Ramaphosa’s masterstroke has given the country a welcome reprieve. Had the ANC chosen to form a government with the kleptocratic camp, it would have thrown fuel on the simmering social crisis and reversed recent gains. But major questions present themselves about how long the GNU coalition will last. Ramaphosa’s term as ANC president will end in 2027. He currently has no successor of the stature that could guarantee the continued stability of his project and the main contender to take over from him, Deputy President Paul Mashatile, is generally thought to have EFF leanings.
To win decisively, the liberals would have to chip away at the material basis of kleptocratic power. They would have to squeeze the informal economy on both the demand and the supply side. That would require firstly an ambitious project of state rebuilding to professionalize the public service and establish centralized control over procurement. Ramaphosa has no possible means of purging corruption root and branch but there may be ways in which he might canalize it such that rents start to align with rather than undermine institutional goals, in the manner that East Asian developmental states seemed to achieve. On this front, there are some faint grounds for hope. Ramaphosa and his GNU partners are pro-reform. Public service transformation might be somewhat easier to sell to the ANC now that it is losing its monopoly over appointment. History shows that dominant parties are more likely to accede to a de-politicization of the state when confronted with the possibility that the weapons of patronage might be turned against them.

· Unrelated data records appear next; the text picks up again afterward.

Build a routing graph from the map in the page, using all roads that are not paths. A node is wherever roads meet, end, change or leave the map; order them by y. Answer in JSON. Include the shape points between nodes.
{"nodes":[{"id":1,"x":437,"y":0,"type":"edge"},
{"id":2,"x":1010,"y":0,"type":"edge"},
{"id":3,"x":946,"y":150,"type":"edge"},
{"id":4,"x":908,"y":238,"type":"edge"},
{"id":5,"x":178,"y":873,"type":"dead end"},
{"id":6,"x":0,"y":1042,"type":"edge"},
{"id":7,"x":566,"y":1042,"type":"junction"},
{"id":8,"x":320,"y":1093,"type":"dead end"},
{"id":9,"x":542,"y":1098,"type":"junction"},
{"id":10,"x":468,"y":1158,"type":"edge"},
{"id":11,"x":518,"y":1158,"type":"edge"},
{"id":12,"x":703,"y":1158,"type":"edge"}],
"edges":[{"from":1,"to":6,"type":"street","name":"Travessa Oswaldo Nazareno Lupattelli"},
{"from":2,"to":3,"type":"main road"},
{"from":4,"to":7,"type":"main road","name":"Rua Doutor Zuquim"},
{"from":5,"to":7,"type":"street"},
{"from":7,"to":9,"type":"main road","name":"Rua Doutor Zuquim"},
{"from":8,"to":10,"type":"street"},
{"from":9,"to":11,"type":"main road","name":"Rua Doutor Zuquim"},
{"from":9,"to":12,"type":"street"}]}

Much dimmer are the prospects for a major revamp of South Africa’s defunct growth model. Here the liberals don’t have any discernible vision or program. The GNU’s immediate priority is to carry forward Operation Vulindlela, Ramaphosa’s marquee reform program, which focuses on modernizing the country’s infrastructure and undoing the damage that state capture did to key network industries. It has made notable progress, most visibly in the dramatic turnaround in the electricity crisis. At the time of writing, South Africa had gone 144 days without scheduled outages. In 2023 there were only seventeen calendar days in which the lights stayed on uninterruptedly.

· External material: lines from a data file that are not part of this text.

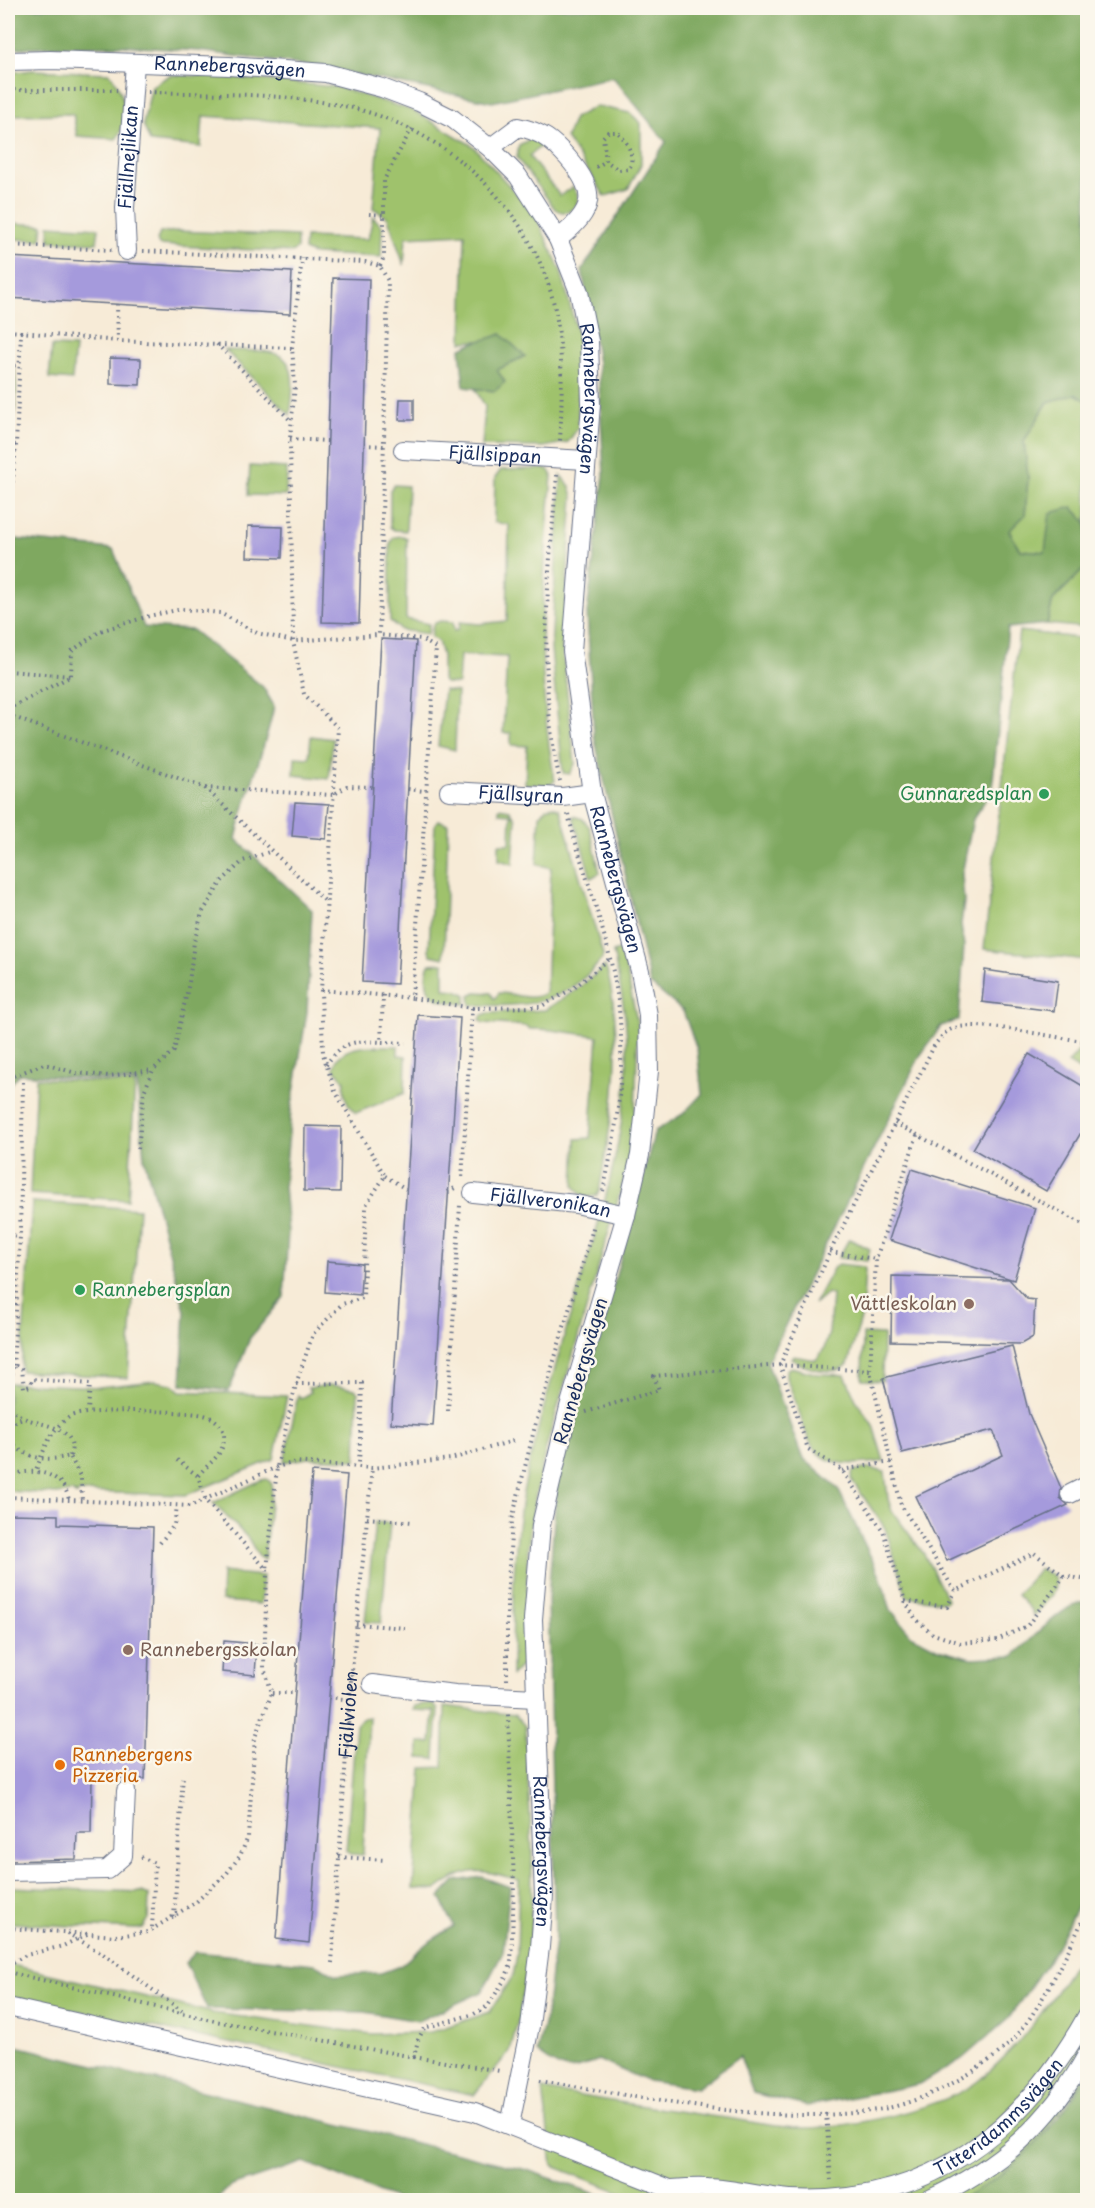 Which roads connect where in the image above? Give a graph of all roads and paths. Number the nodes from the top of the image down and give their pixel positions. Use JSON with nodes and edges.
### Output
{"nodes":[{"id":1,"x":8,"y":61,"type":"edge"},
{"id":2,"x":135,"y":63,"type":"junction"},
{"id":3,"x":8,"y":90,"type":"edge"},
{"id":4,"x":135,"y":91,"type":"junction"},
{"id":5,"x":412,"y":128,"type":"junction"},
{"id":6,"x":490,"y":148,"type":"junction"},
{"id":7,"x":606,"y":161,"type":"junction"},
{"id":8,"x":582,"y":175,"type":"junction"},
{"id":9,"x":369,"y":214,"type":"dead end"},
{"id":10,"x":385,"y":215,"type":"junction"},
{"id":11,"x":558,"y":239,"type":"junction"},
{"id":12,"x":8,"y":245,"type":"edge"},
{"id":13,"x":127,"y":251,"type":"junction"},
{"id":14,"x":302,"y":258,"type":"junction"},
{"id":15,"x":380,"y":266,"type":"junction"},
{"id":16,"x":117,"y":304,"type":"dead end"},
{"id":17,"x":8,"y":332,"type":"edge"},
{"id":18,"x":21,"y":332,"type":"junction"},
{"id":19,"x":118,"y":341,"type":"junction"},
{"id":20,"x":216,"y":343,"type":"junction"},
{"id":21,"x":292,"y":348,"type":"junction"},
{"id":22,"x":20,"y":365,"type":"junction"},
{"id":23,"x":8,"y":366,"type":"edge"},
{"id":24,"x":292,"y":421,"type":"junction"},
{"id":25,"x":290,"y":439,"type":"junction"},
{"id":26,"x":328,"y":441,"type":"dead end"},
{"id":27,"x":8,"y":444,"type":"edge"},
{"id":28,"x":16,"y":445,"type":"junction"},
{"id":29,"x":403,"y":450,"type":"dead end"},
{"id":30,"x":559,"y":458,"type":"junction"},
{"id":31,"x":586,"y":460,"type":"junction"},
{"id":32,"x":8,"y":536,"type":"edge"},
{"id":33,"x":8,"y":566,"type":"edge"},
{"id":34,"x":379,"y":635,"type":"junction"},
{"id":35,"x":293,"y":641,"type":"junction"},
{"id":36,"x":8,"y":671,"type":"edge"},
{"id":37,"x":71,"y":676,"type":"junction"},
{"id":38,"x":8,"y":709,"type":"edge"},
{"id":39,"x":8,"y":715,"type":"edge"},
{"id":40,"x":373,"y":787,"type":"dead end"},
{"id":41,"x":205,"y":788,"type":"junction"},
{"id":42,"x":408,"y":789,"type":"dead end"},
{"id":43,"x":449,"y":790,"type":"dead end"},
{"id":44,"x":424,"y":791,"type":"junction"},
{"id":45,"x":592,"y":793,"type":"junction"},
{"id":46,"x":333,"y":795,"type":"junction"},
{"id":47,"x":563,"y":797,"type":"junction"},
{"id":48,"x":272,"y":851,"type":"junction"},
{"id":49,"x":326,"y":902,"type":"junction"},
{"id":50,"x":609,"y":960,"type":"junction"},
{"id":51,"x":321,"y":990,"type":"junction"},
{"id":52,"x":383,"y":995,"type":"junction"},
{"id":53,"x":412,"y":998,"type":"junction"},
{"id":54,"x":472,"y":1008,"type":"junction"},
{"id":55,"x":1088,"y":1041,"type":"edge"},
{"id":56,"x":381,"y":1042,"type":"junction"},
{"id":57,"x":405,"y":1043,"type":"dead end"},
{"id":58,"x":326,"y":1065,"type":"junction"},
{"id":59,"x":153,"y":1070,"type":"junction"},
{"id":60,"x":8,"y":1078,"type":"edge"},
{"id":61,"x":23,"y":1082,"type":"dead end"},
{"id":62,"x":895,"y":1123,"type":"junction"},
{"id":63,"x":916,"y":1135,"type":"junction"},
{"id":64,"x":138,"y":1149,"type":"dead end"},
{"id":65,"x":385,"y":1176,"type":"junction"},
{"id":66,"x":406,"y":1189,"type":"dead end"},
{"id":67,"x":473,"y":1193,"type":"dead end"},
{"id":68,"x":599,"y":1208,"type":"junction"},
{"id":69,"x":626,"y":1215,"type":"junction"},
{"id":70,"x":1088,"y":1227,"type":"edge"},
{"id":71,"x":8,"y":1235,"type":"edge"},
{"id":72,"x":20,"y":1236,"type":"junction"},
{"id":73,"x":830,"y":1252,"type":"junction"},
{"id":74,"x":876,"y":1258,"type":"junction"},
{"id":75,"x":8,"y":1298,"type":"edge"},
{"id":76,"x":16,"y":1298,"type":"junction"},
{"id":77,"x":8,"y":1355,"type":"edge"},
{"id":78,"x":14,"y":1355,"type":"junction"},
{"id":79,"x":780,"y":1365,"type":"junction"},
{"id":80,"x":13,"y":1367,"type":"junction"},
{"id":81,"x":870,"y":1371,"type":"junction"},
{"id":82,"x":296,"y":1384,"type":"junction"},
{"id":83,"x":8,"y":1409,"type":"edge"},
{"id":84,"x":88,"y":1411,"type":"junction"},
{"id":85,"x":448,"y":1411,"type":"dead end"},
{"id":86,"x":589,"y":1411,"type":"dead end"},
{"id":87,"x":24,"y":1418,"type":"junction"},
{"id":88,"x":55,"y":1427,"type":"junction"},
{"id":89,"x":513,"y":1441,"type":"dead end"},
{"id":90,"x":70,"y":1456,"type":"junction"},
{"id":91,"x":40,"y":1460,"type":"junction"},
{"id":92,"x":177,"y":1460,"type":"dead end"},
{"id":93,"x":891,"y":1462,"type":"junction"},
{"id":94,"x":359,"y":1466,"type":"junction"},
{"id":95,"x":277,"y":1467,"type":"junction"},
{"id":96,"x":372,"y":1468,"type":"junction"},
{"id":97,"x":842,"y":1470,"type":"junction"},
{"id":98,"x":35,"y":1472,"type":"junction"},
{"id":99,"x":8,"y":1476,"type":"edge"},
{"id":100,"x":198,"y":1476,"type":"junction"},
{"id":101,"x":1088,"y":1485,"type":"edge"},
{"id":102,"x":1070,"y":1494,"type":"dead end"},
{"id":103,"x":8,"y":1497,"type":"edge"},
{"id":104,"x":69,"y":1501,"type":"junction"},
{"id":105,"x":206,"y":1501,"type":"junction"},
{"id":106,"x":82,"y":1502,"type":"junction"},
{"id":107,"x":177,"y":1507,"type":"junction"},
{"id":108,"x":367,"y":1518,"type":"junction"},
{"id":109,"x":413,"y":1522,"type":"dead end"},
{"id":110,"x":160,"y":1543,"type":"dead end"},
{"id":111,"x":267,"y":1570,"type":"junction"},
{"id":112,"x":1064,"y":1576,"type":"junction"},
{"id":113,"x":1088,"y":1580,"type":"edge"},
{"id":114,"x":956,"y":1591,"type":"junction"},
{"id":115,"x":905,"y":1601,"type":"junction"},
{"id":116,"x":356,"y":1624,"type":"junction"},
{"id":117,"x":405,"y":1628,"type":"dead end"},
{"id":118,"x":372,"y":1684,"type":"dead end"},
{"id":119,"x":272,"y":1693,"type":"junction"},
{"id":120,"x":295,"y":1693,"type":"dead end"},
{"id":121,"x":507,"y":1697,"type":"junction"},
{"id":122,"x":329,"y":1698,"type":"dead end"},
{"id":123,"x":536,"y":1698,"type":"junction"},
{"id":124,"x":349,"y":1700,"type":"junction"},
{"id":125,"x":183,"y":1774,"type":"dead end"},
{"id":126,"x":126,"y":1791,"type":"dead end"},
{"id":127,"x":123,"y":1850,"type":"junction"},
{"id":128,"x":339,"y":1857,"type":"junction"},
{"id":129,"x":386,"y":1860,"type":"dead end"},
{"id":130,"x":8,"y":1872,"type":"edge"},
{"id":131,"x":1088,"y":1908,"type":"edge"},
{"id":132,"x":174,"y":1918,"type":"junction"},
{"id":133,"x":8,"y":1928,"type":"edge"},
{"id":134,"x":152,"y":1930,"type":"junction"},
{"id":135,"x":67,"y":1932,"type":"junction"},
{"id":136,"x":88,"y":1934,"type":"junction"},
{"id":137,"x":77,"y":1939,"type":"junction"},
{"id":138,"x":332,"y":1963,"type":"dead end"},
{"id":139,"x":8,"y":1965,"type":"edge"},
{"id":140,"x":8,"y":1972,"type":"edge"},
{"id":141,"x":8,"y":2007,"type":"edge"},
{"id":142,"x":1088,"y":2013,"type":"edge"},
{"id":143,"x":185,"y":2014,"type":"junction"},
{"id":144,"x":1088,"y":2054,"type":"edge"},
{"id":145,"x":414,"y":2056,"type":"junction"},
{"id":146,"x":500,"y":2071,"type":"dead end"},
{"id":147,"x":540,"y":2080,"type":"dead end"},
{"id":148,"x":826,"y":2113,"type":"junction"},
{"id":149,"x":510,"y":2125,"type":"junction"},
{"id":150,"x":831,"y":2180,"type":"dead end"},
{"id":151,"x":670,"y":2189,"type":"junction"},
{"id":152,"x":888,"y":2195,"type":"edge"},
{"id":153,"x":690,"y":2200,"type":"edge"},
{"id":154,"x":928,"y":2200,"type":"edge"}],
"edges":[{"from":1,"to":2,"type":"street","name":"Rannebergsvägen"},
{"from":2,"to":4,"type":"street","name":"Fjällnejlikan"},
{"from":2,"to":6,"type":"street","name":"Rannebergsvägen"},
{"from":3,"to":4,"type":"path"},
{"from":4,"to":5,"type":"path"},
{"from":4,"to":13,"type":"street","name":"Fjällnejlikan"},
{"from":5,"to":10,"type":"path"},
{"from":5,"to":30,"type":"path"},
{"from":6,"to":8,"type":"street"},
{"from":6,"to":11,"type":"street","name":"Rannebergsvägen"},
{"from":7,"to":7,"type":"path"},
{"from":7,"to":8,"type":"path"},
{"from":8,"to":11,"type":"street"},
{"from":9,"to":10,"type":"path"},
{"from":10,"to":15,"type":"path"},
{"from":11,"to":31,"type":"street","name":"Rannebergsvägen"},
{"from":12,"to":13,"type":"path"},
{"from":13,"to":14,"type":"path"},
{"from":14,"to":15,"type":"path"},
{"from":14,"to":21,"type":"path"},
{"from":15,"to":34,"type":"path"},
{"from":16,"to":19,"type":"path"},
{"from":17,"to":18,"type":"path"},
{"from":18,"to":19,"type":"path"},
{"from":18,"to":22,"type":"path"},
{"from":19,"to":20,"type":"path"},
{"from":20,"to":21,"type":"path"},
{"from":20,"to":24,"type":"path"},
{"from":21,"to":24,"type":"path"},
{"from":22,"to":23,"type":"path"},
{"from":22,"to":28,"type":"path"},
{"from":24,"to":25,"type":"path"},
{"from":25,"to":26,"type":"path"},
{"from":25,"to":35,"type":"path"},
{"from":27,"to":28,"type":"path"},
{"from":28,"to":32,"type":"path"},
{"from":29,"to":30,"type":"street","name":"Fjällsippan"},
{"from":30,"to":31,"type":"street","name":"Fjällsippan"},
{"from":30,"to":47,"type":"path"},
{"from":31,"to":45,"type":"street","name":"Rannebergsvägen"},
{"from":32,"to":33,"type":"path"},
{"from":34,"to":35,"type":"path"},
{"from":34,"to":44,"type":"path"},
{"from":35,"to":37,"type":"path"},
{"from":35,"to":46,"type":"path"},
{"from":36,"to":37,"type":"path"},
{"from":37,"to":38,"type":"path"},
{"from":39,"to":41,"type":"path"},
{"from":40,"to":46,"type":"path"},
{"from":41,"to":46,"type":"path"},
{"from":41,"to":48,"type":"path"},
{"from":42,"to":44,"type":"path"},
{"from":43,"to":47,"type":"street","name":"Fjällsyran"},
{"from":44,"to":53,"type":"path"},
{"from":45,"to":47,"type":"street","name":"Fjällsyran"},
{"from":45,"to":69,"type":"street","name":"Rannebergsvägen"},
{"from":46,"to":49,"type":"path"},
{"from":47,"to":50,"type":"path"},
{"from":48,"to":49,"type":"path"},
{"from":48,"to":59,"type":"path"},
{"from":49,"to":51,"type":"path"},
{"from":50,"to":54,"type":"path"},
{"from":50,"to":68,"type":"path"},
{"from":51,"to":52,"type":"path"},
{"from":51,"to":58,"type":"path"},
{"from":52,"to":53,"type":"path"},
{"from":52,"to":56,"type":"path"},
{"from":53,"to":54,"type":"path"},
{"from":54,"to":85,"type":"path"},
{"from":55,"to":62,"type":"path"},
{"from":56,"to":57,"type":"path"},
{"from":56,"to":58,"type":"path"},
{"from":58,"to":65,"type":"path"},
{"from":59,"to":60,"type":"path"},
{"from":59,"to":64,"type":"path"},
{"from":61,"to":72,"type":"path"},
{"from":62,"to":63,"type":"path"},
{"from":62,"to":73,"type":"path"},
{"from":63,"to":70,"type":"path"},
{"from":63,"to":74,"type":"path"},
{"from":65,"to":66,"type":"path"},
{"from":65,"to":82,"type":"path"},
{"from":67,"to":68,"type":"street","name":"Fjällveronikan"},
{"from":68,"to":69,"type":"street","name":"Fjällveronikan"},
{"from":68,"to":121,"type":"path"},
{"from":69,"to":123,"type":"street","name":"Rannebergsvägen"},
{"from":71,"to":72,"type":"path"},
{"from":72,"to":76,"type":"path"},
{"from":73,"to":74,"type":"path"},
{"from":73,"to":79,"type":"path"},
{"from":74,"to":81,"type":"path"},
{"from":75,"to":76,"type":"path"},
{"from":76,"to":78,"type":"path"},
{"from":77,"to":78,"type":"path"},
{"from":78,"to":80,"type":"path"},
{"from":79,"to":81,"type":"path"},
{"from":79,"to":86,"type":"path"},
{"from":79,"to":97,"type":"path"},
{"from":80,"to":83,"type":"path"},
{"from":80,"to":84,"type":"path"},
{"from":81,"to":93,"type":"path"},
{"from":82,"to":94,"type":"path"},
{"from":82,"to":95,"type":"path"},
{"from":83,"to":87,"type":"path"},
{"from":84,"to":88,"type":"path"},
{"from":84,"to":100,"type":"path"},
{"from":87,"to":88,"type":"path"},
{"from":87,"to":91,"type":"path"},
{"from":88,"to":90,"type":"path"},
{"from":88,"to":91,"type":"path"},
{"from":89,"to":96,"type":"path"},
{"from":90,"to":91,"type":"path"},
{"from":90,"to":106,"type":"path"},
{"from":91,"to":98,"type":"path"},
{"from":92,"to":100,"type":"path"},
{"from":93,"to":97,"type":"path"},
{"from":93,"to":114,"type":"path"},
{"from":94,"to":95,"type":"path"},
{"from":94,"to":96,"type":"path"},
{"from":95,"to":105,"type":"path"},
{"from":95,"to":111,"type":"path"},
{"from":96,"to":108,"type":"path","name":"Fjällviolen"},
{"from":97,"to":115,"type":"path"},
{"from":98,"to":99,"type":"path"},
{"from":98,"to":104,"type":"path"},
{"from":100,"to":105,"type":"path"},
{"from":101,"to":102,"type":"street"},
{"from":103,"to":104,"type":"path"},
{"from":104,"to":106,"type":"path"},
{"from":105,"to":107,"type":"path"},
{"from":105,"to":111,"type":"path"},
{"from":106,"to":107,"type":"path"},
{"from":107,"to":110,"type":"path"},
{"from":108,"to":109,"type":"path"},
{"from":108,"to":116,"type":"path","name":"Fjällviolen"},
{"from":111,"to":119,"type":"path"},
{"from":112,"to":113,"type":"path"},
{"from":112,"to":114,"type":"path"},
{"from":112,"to":115,"type":"path"},
{"from":114,"to":115,"type":"path"},
{"from":116,"to":117,"type":"path"},
{"from":116,"to":124,"type":"path","name":"Fjällviolen"},
{"from":118,"to":121,"type":"street","name":"Fjällviolen"},
{"from":119,"to":120,"type":"path"},
{"from":119,"to":132,"type":"path"},
{"from":121,"to":123,"type":"street","name":"Fjällviolen"},
{"from":121,"to":145,"type":"path"},
{"from":122,"to":124,"type":"path"},
{"from":123,"to":149,"type":"street","name":"Rannebergsvägen"},
{"from":124,"to":128,"type":"path","name":"Fjällviolen"},
{"from":125,"to":132,"type":"path"},
{"from":126,"to":127,"type":"street"},
{"from":127,"to":130,"type":"street"},
{"from":127,"to":134,"type":"path"},
{"from":128,"to":129,"type":"path"},
{"from":128,"to":138,"type":"path","name":"Fjällviolen"},
{"from":131,"to":148,"type":"path"},
{"from":132,"to":134,"type":"path"},
{"from":133,"to":135,"type":"path"},
{"from":134,"to":136,"type":"path"},
{"from":135,"to":136,"type":"path"},
{"from":135,"to":137,"type":"path"},
{"from":136,"to":137,"type":"path"},
{"from":137,"to":139,"type":"path"},
{"from":137,"to":143,"type":"path"},
{"from":140,"to":143,"type":"path"},
{"from":141,"to":149,"type":"street"},
{"from":142,"to":152,"type":"street","name":"Titteridammsvägen"},
{"from":143,"to":145,"type":"path"},
{"from":144,"to":154,"type":"street","name":"Titteridammsvägen"},
{"from":145,"to":146,"type":"path"},
{"from":147,"to":148,"type":"path"},
{"from":148,"to":150,"type":"path"},
{"from":149,"to":151,"type":"street"},
{"from":151,"to":152,"type":"street"},
{"from":151,"to":153,"type":"street"}]}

Modest though it may be, Vulindlela stands a good chance of affecting meaningful improvements given the complete rut in which the economy is currently stuck. That gives the GNU some welcome runway in the medium term. But even in the rosiest scenario in which growth bounces back to around 3 percent, is it not clear that this will be enough to consolidate the liberal bloc in the longer run. The country’s current unemployment rate is an eye watering 41.9 percent. The vast majority of those caught in the trap of long term exclusion from the job market are young people. Unless the political class sets its sights higher, towards a fundamental transformation of South Africa’s economic model, the country will continue to skirt around the chasm of populism and social unraveling.